*** Block opens ***

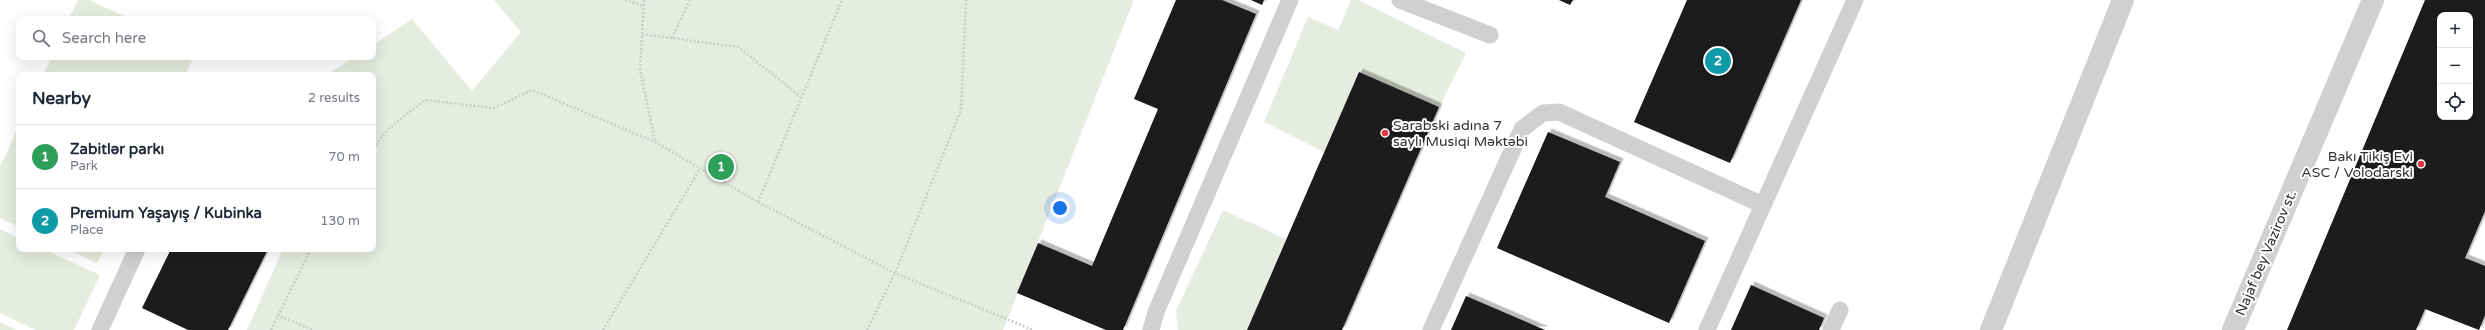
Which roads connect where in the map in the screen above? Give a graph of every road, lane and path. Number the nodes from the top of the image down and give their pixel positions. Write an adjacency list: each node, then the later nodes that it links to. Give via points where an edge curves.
1 (625, 0): 11 (path)
2 (644, 0): 11 (path)
3 (690, 0): 14 (path)
4 (842, 0): 15 (path)
5 (966, 0): 23 (path, via 962,110)
6 (1290, 0): 32 (lane, via 1156,312)
7 (1400, 0): 13 (lane)
8 (1855, 0): 20 (lane)
9 (2123, 0): 36 (street)
10 (2373, 0): 37 (street, Najaf bey Vazirov st.)
11 (643, 6): 12 (path)
12 (642, 34): 14 (path); 16 (path, via 640,70)
13 (1490, 35)
14 (672, 38): 15 (path, via 738,47)
15 (802, 97): 19 (path)
16 (655, 142): 17 (path, via 532,90 494,108 425,100 388,129); 18 (path)
17 (376, 144)
18 (700, 169): 19 (path); 29 (path)
19 (758, 202): 23 (path)
20 (1763, 205): 33 (lane, via 1559,112 1543,113 1522,129); 34 (lane)
21 (136, 252): 26 (lane)
22 (310, 252): 25 (path)
23 (895, 273): 30 (path); 31 (path)
24 (1840, 310): 35 (lane)
25 (277, 315): 27 (path); 28 (path)
26 (100, 330)
27 (271, 330)
28 (313, 330)
29 (603, 330)
30 (867, 330)
31 (1033, 330)
32 (1151, 330)
33 (1431, 330)
34 (1707, 330)
35 (1831, 330)
36 (1992, 330)
37 (2233, 330)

*** Block closes ***

* What needs to be done: Every record gets retyped exactly; no picture goes into the copy.

* Result of the exercise:
Which roads connect where in the map in the screen above? Give a graph of every road, lane and path. Number the nodes from the top of the image down and give their pixel positions. Write an adjacency list: each node, then the later nodes that it links to. Give via points where an edge curves.
1 (625, 0): 11 (path)
2 (644, 0): 11 (path)
3 (690, 0): 14 (path)
4 (842, 0): 15 (path)
5 (966, 0): 23 (path, via 962,110)
6 (1290, 0): 32 (lane, via 1156,312)
7 (1400, 0): 13 (lane)
8 (1855, 0): 20 (lane)
9 (2123, 0): 36 (street)
10 (2373, 0): 37 (street, Najaf bey Vazirov st.)
11 (643, 6): 12 (path)
12 (642, 34): 14 (path); 16 (path, via 640,70)
13 (1490, 35)
14 (672, 38): 15 (path, via 738,47)
15 (802, 97): 19 (path)
16 (655, 142): 17 (path, via 532,90 494,108 425,100 388,129); 18 (path)
17 (376, 144)
18 (700, 169): 19 (path); 29 (path)
19 (758, 202): 23 (path)
20 (1763, 205): 33 (lane, via 1559,112 1543,113 1522,129); 34 (lane)
21 (136, 252): 26 (lane)
22 (310, 252): 25 (path)
23 (895, 273): 30 (path); 31 (path)
24 (1840, 310): 35 (lane)
25 (277, 315): 27 (path); 28 (path)
26 (100, 330)
27 (271, 330)
28 (313, 330)
29 (603, 330)
30 (867, 330)
31 (1033, 330)
32 (1151, 330)
33 (1431, 330)
34 (1707, 330)
35 (1831, 330)
36 (1992, 330)
37 (2233, 330)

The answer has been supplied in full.